Chair Design Thinking and Sustainability
Parsons The New School for Design
New York, USA
Our societies are unsustainable because we are too materials intense; we make too little use of too many things that disperse useful resources and energy sources. So to become more sustainable we must increase the service intensity of our stuff – more use, more uses, more users. This is more of a social change challenge than a technical change challenge. It is the challenge of service design, of designing stable yet flexible (commercial or non-commercial) interactions between people that allow them to get more use out of products, environments and technologies that they share. It is a challenge because the 20th century sold most nations on the idea that owning things gives people autonomy, by which was meant, autonomy from other people. This is why it is a design challenge – because services need to be designed in ways that make interacting with people more desirable again. This is also why service design is a social change project, one of advocacy and activism, actively creating new markets, even new economies, rather than merely tolerating and reforming our existing unsustainable market economies.
Service design cannot avoid that at its very heart is ‘taking on a role.’ Friends (and family) take care of you and your needs because they love you. Businesses take care of you and your needs because they can make money by doing so. Somewhere in the middle are communities on the one hand and service providers on the other.

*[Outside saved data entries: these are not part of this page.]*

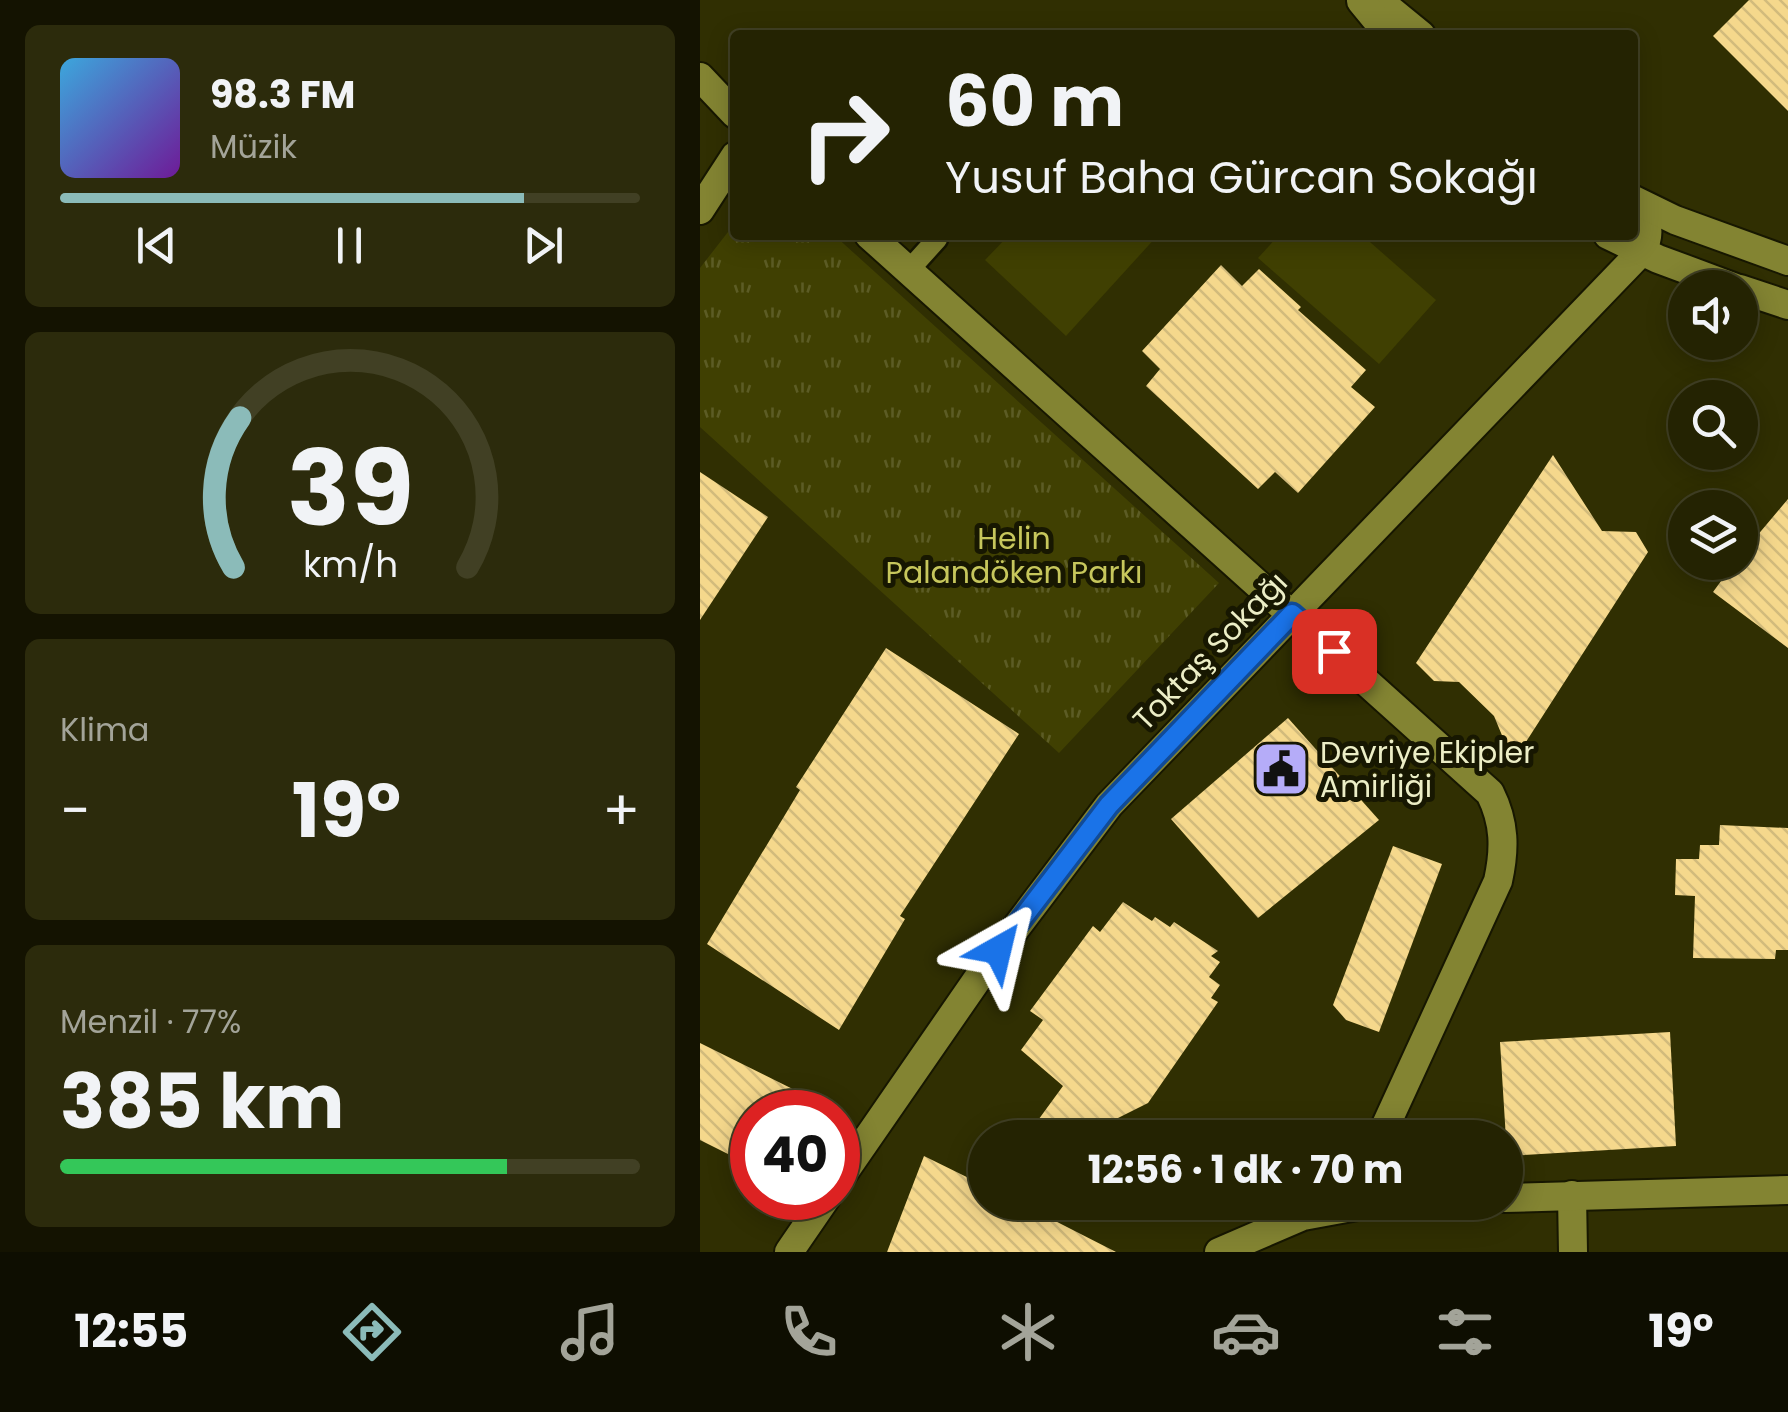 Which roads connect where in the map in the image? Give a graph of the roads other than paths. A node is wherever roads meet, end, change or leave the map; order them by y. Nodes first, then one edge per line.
1 (1360, 0) edge
2 (1378, 0) edge
3 (1384, 30) edge
4 (1416, 30) edge
5 (700, 77) edge
6 (730, 109) edge
7 (730, 164) edge
8 (1638, 203) edge
9 (1638, 209) edge
10 (700, 210) edge
11 (875, 240) edge
12 (936, 240) edge
13 (1618, 240) edge
14 (1641, 252) junction
15 (1788, 261) edge
16 (909, 270) junction
17 (1690, 270) edge
18 (1758, 295) edge
19 (1788, 305) edge
20 (1292, 614) junction
21 (1388, 1120) edge
22 (860, 1149) edge
23 (1788, 1190) edge
24 (1572, 1196) junction
25 (1523, 1197) edge
26 (811, 1220) edge
27 (1292, 1220) edge
28 (789, 1252) edge
29 (1219, 1252) edge
30 (1573, 1252) edge

1 - 3 street
2 - 4 street
5 - 6 street
7 - 10 street
8 - 15 street
9 - 14 street
11 - 16 street
12 - 16 lane
13 - 14 street
14 - 17 street
14 - 20 street, Toktaş Sokağı
16 - 20 street
18 - 19 street
20 - 21 street
20 - 22 street, Toktaş Sokağı
23 - 24 street
24 - 25 street
24 - 30 street
26 - 28 street
27 - 29 street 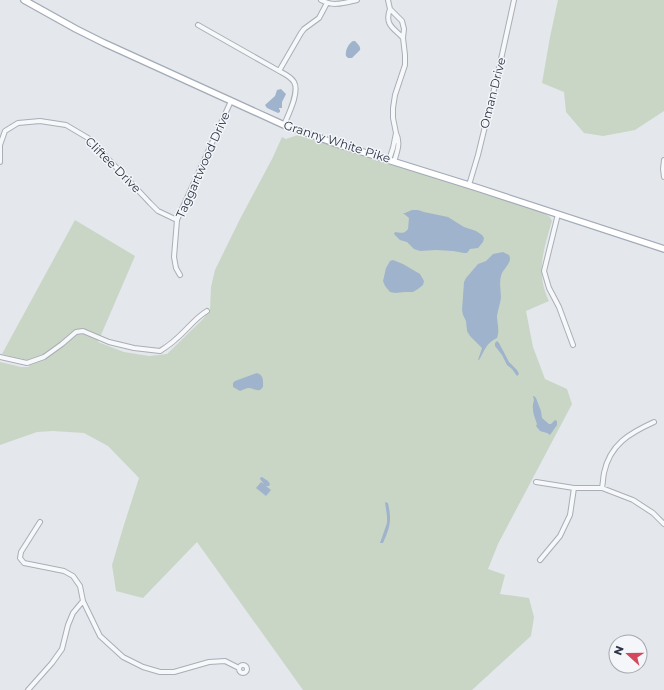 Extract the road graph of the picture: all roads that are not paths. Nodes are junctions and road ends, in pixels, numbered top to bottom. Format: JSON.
{"nodes":[{"id":1,"x":24,"y":0,"type":"edge"},
{"id":2,"x":321,"y":0,"type":"edge"},
{"id":3,"x":357,"y":0,"type":"edge"},
{"id":4,"x":388,"y":0,"type":"edge"},
{"id":5,"x":514,"y":0,"type":"edge"},
{"id":6,"x":327,"y":3,"type":"junction"},
{"id":7,"x":390,"y":9,"type":"junction"},
{"id":8,"x":198,"y":24,"type":"dead end"},
{"id":9,"x":403,"y":38,"type":"junction"},
{"id":10,"x":279,"y":71,"type":"junction"},
{"id":11,"x":231,"y":101,"type":"junction"},
{"id":12,"x":284,"y":125,"type":"junction"},
{"id":13,"x":664,"y":160,"type":"edge"},
{"id":14,"x":392,"y":161,"type":"junction"},
{"id":15,"x":0,"y":162,"type":"edge"},
{"id":16,"x":664,"y":177,"type":"edge"},
{"id":17,"x":468,"y":185,"type":"junction"},
{"id":18,"x":558,"y":214,"type":"junction"},
{"id":19,"x":177,"y":220,"type":"junction"},
{"id":20,"x":664,"y":249,"type":"edge"},
{"id":21,"x":180,"y":275,"type":"dead end"},
{"id":22,"x":208,"y":311,"type":"dead end"},
{"id":23,"x":573,"y":345,"type":"dead end"},
{"id":24,"x":0,"y":357,"type":"edge"},
{"id":25,"x":654,"y":422,"type":"dead end"},
{"id":26,"x":536,"y":482,"type":"dead end"},
{"id":27,"x":574,"y":488,"type":"junction"},
{"id":28,"x":602,"y":488,"type":"junction"},
{"id":29,"x":40,"y":522,"type":"dead end"},
{"id":30,"x":664,"y":524,"type":"edge"},
{"id":31,"x":540,"y":560,"type":"dead end"},
{"id":32,"x":83,"y":601,"type":"junction"},
{"id":33,"x":239,"y":668,"type":"dead end"},
{"id":34,"x":28,"y":690,"type":"edge"}],
"edges":[{"from":1,"to":11,"type":"main road","name":"Granny White Pike"},
{"from":2,"to":6,"type":"street"},
{"from":3,"to":6,"type":"street"},
{"from":4,"to":7,"type":"street"},
{"from":5,"to":17,"type":"street","name":"Oman Drive"},
{"from":6,"to":10,"type":"street"},
{"from":7,"to":9,"type":"street"},
{"from":7,"to":9,"type":"street"},
{"from":8,"to":10,"type":"street"},
{"from":9,"to":14,"type":"street"},
{"from":10,"to":12,"type":"street"},
{"from":11,"to":12,"type":"main road","name":"Granny White Pike"},
{"from":11,"to":19,"type":"street","name":"Taggartwood Drive"},
{"from":12,"to":14,"type":"main road","name":"Granny White Pike"},
{"from":13,"to":16,"type":"street"},
{"from":14,"to":17,"type":"main road","name":"Granny White Pike"},
{"from":15,"to":19,"type":"street","name":"Cliftee Drive"},
{"from":17,"to":18,"type":"main road","name":"Granny White Pike"},
{"from":18,"to":20,"type":"main road","name":"Granny White Pike"},
{"from":18,"to":23,"type":"street"},
{"from":19,"to":21,"type":"street","name":"Taggartwood Drive"},
{"from":22,"to":24,"type":"street"},
{"from":25,"to":28,"type":"street"},
{"from":26,"to":27,"type":"street"},
{"from":27,"to":28,"type":"street"},
{"from":27,"to":31,"type":"street"},
{"from":28,"to":30,"type":"street"},
{"from":29,"to":32,"type":"street"},
{"from":32,"to":33,"type":"street"},
{"from":32,"to":34,"type":"street"}]} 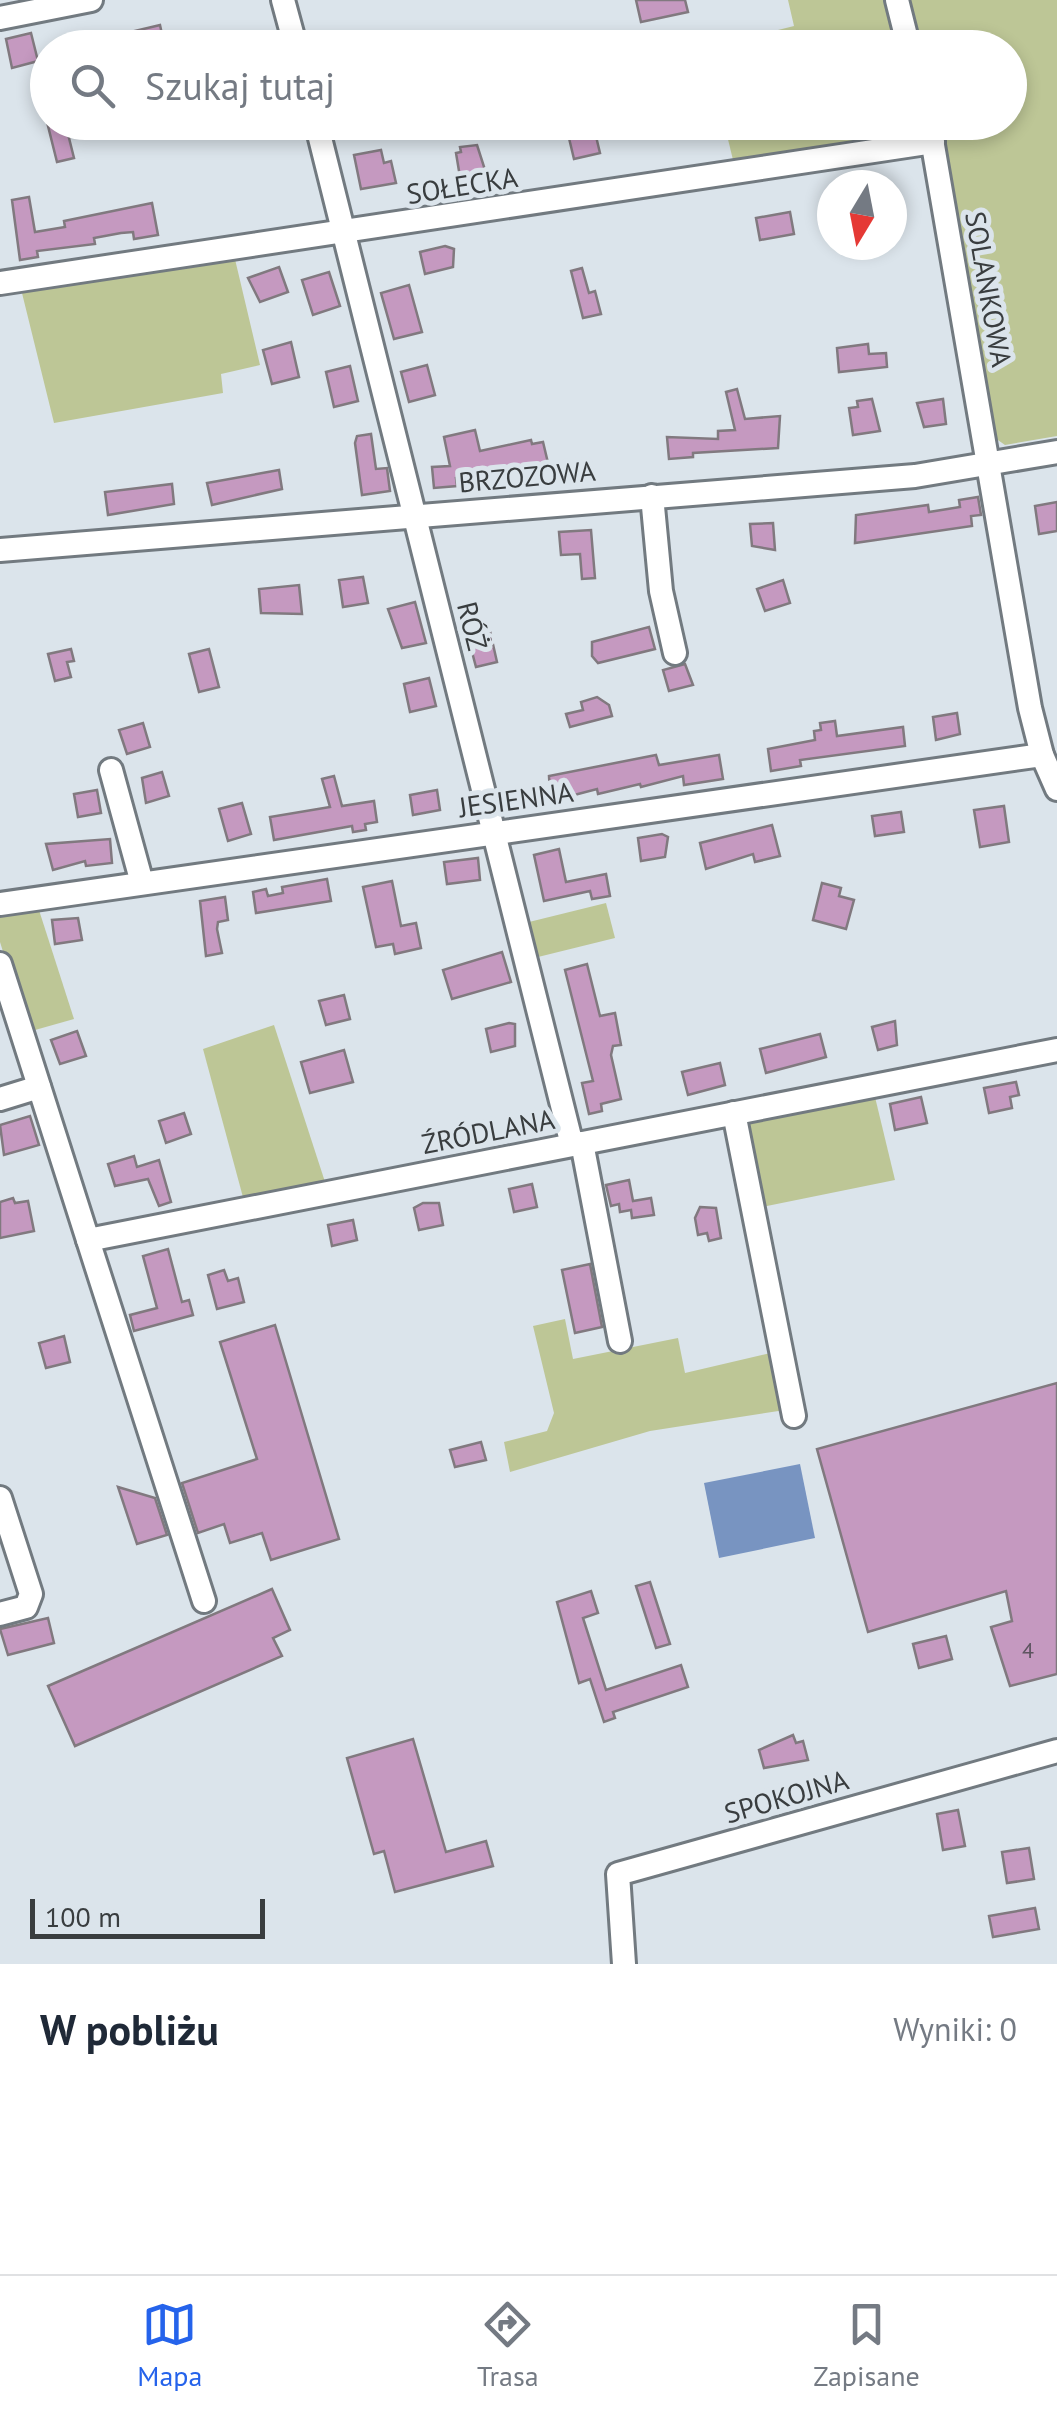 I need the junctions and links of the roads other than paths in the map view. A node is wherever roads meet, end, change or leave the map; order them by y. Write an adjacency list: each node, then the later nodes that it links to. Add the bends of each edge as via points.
1 (91, 0): 4 (street)
2 (284, 0): 5 (street)
3 (896, 0): 6 (street)
4 (0, 18)
5 (292, 30)
6 (905, 30)
7 (321, 140): 10 (street, RÓŻ)
8 (885, 140): 10 (street, SOŁECKA)
9 (932, 140): 13 (street, SOLANKOWA)
10 (345, 233): 11 (street, SOŁECKA); 15 (street, RÓŻ)
11 (0, 283)
12 (1057, 452): 13 (street, BRZOZOWA)
13 (990, 466): 14 (street, BRZOZOWA); 18 (street)
14 (652, 496): 15 (street, BRZOZOWA); 17 (street)
15 (414, 516): 16 (street, BRZOZOWA); 21 (street, RÓŻ)
16 (0, 550)
17 (674, 653)
18 (1042, 755): 20 (street); 21 (street, JESIENNA)
19 (111, 770): 22 (street)
20 (1057, 789)
21 (495, 832): 22 (street, JESIENNA); 29 (street, RÓŻ)
22 (142, 883): 23 (street, JESIENNA)
23 (0, 904)
24 (0, 964): 26 (street)
25 (1057, 1050): 28 (street, ŹRÓDLANA)
26 (39, 1087): 27 (street); 30 (street)
27 (0, 1098)
28 (734, 1113): 29 (street, ŹRÓDLANA); 32 (street)
29 (577, 1144): 30 (street, ŹRÓDLANA); 31 (street, RÓŻ)
30 (88, 1240): 34 (street)
31 (620, 1340)
32 (794, 1416)
33 (0, 1498): 35 (street, via 31,1594 26,1606)
34 (204, 1601)
35 (0, 1614)
36 (1057, 1751): 37 (street, SPOKOJNA, via 618,1874)
37 (624, 1964)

This means that no matter how well-designed a service, in the end, the quality of the service depends on the extent to which someone (the ‘front-line service provider’) can be encouraged/facilitated to care for the needs of a stranger (and on the extent to which that ‘stranger’ can be encouraged/facilitated to let themselves be cared for by a ‘service provider’). Pine and Gilmour are right that what is at issue in service economies is ‘theater vs authenticity,’ but they are wrong to distinguish these qualities from the provision of service (in order to commodify them). Which is why the Service Design bible is not ‘The Experience Economy’ but Zuboff and Maxmin’s ‘The Support Economy.’ Or to be more frank, this is why all service design is unavoidably political.
I am currently doing ‘service design’ for internal clients – my university. There is firstly a ‘branding-led’ service design project for a new environmental studies degree. As an interdisciplinary program, students need to be provided with ways of negotiating the different divisions of the university in order to access their curriculum. Wherever possible the ‘back-office’ is restructured to facilitate the student experience, but as such restructuring opportunities are rare, much of the project involves creating maps, tools and services that allow the students to more effectively navigate their way through the institution as it currently exists. Crucial to this is an overlaid place-branding that gives the students real world correlates for their journeys. An important added-value has been providing these environmental studies students with an empowered identity, one that draws on their ‘special knowledge’ of how to tactically traverse complex organizations. Another project is thinking about the service design of online learning. The similarity with the first project is that online learning is no longer about off-the-shelf one-package-does-it-all walled-gardens. It is now about a diversity of proprietary and open-source software and social networks. Consequently, students need to be given locational devices, identities and constant trouble-shooting services, whether customized, peer-to-peer or FAQ-based. I’ve come to realize that e-learning can only truly come of age through the lens of service design.
As Dolores Hayden documents in The Grand Domestic Revolution, late 19th century USA saw a proliferation of product-service system innovations. These centred on outsourcing private domestic production – food production, clothing care, child care, etc – to collectives. One of the most iconic examples comes from King C Gillette, who may have bequeathed to the 20th century the unsustainable economy of disposability, but who actually wanted to bequeath to the future aggregated and therefore more efficient domestic service industries. Hayden describes the convergence that led to these initiatives: the arrival of technological innovations that worked best at scale (steam-power), and the socio-political changes that discouraged domestic servants whilst wanting to liberate bourgeois women from isolated domestic labour, as well as a bit of utopian socialism. I would love to research more closely this ‘road not taken’ of product-service systems that nearly prevented high eco-impacting household activities from disappearing into private and therefore resistant-to-change kitchens and laundries. It is crucial that service design not think of itself as brand new and unprecedented. Historical maturity is essential if the kinds of more sustainable service systems now being proposed are not to suffer the same fate as these late 19th century innovations.
Who would you like to invite in this conversation about Service Design Research?
Lara Penin, Assistant Professor of Transdisciplinary Design, School of Design Strategies, Parsons the New School of Design
What is the question do you have about Service Design?
What organizational psychology knowledge is necessary for service design?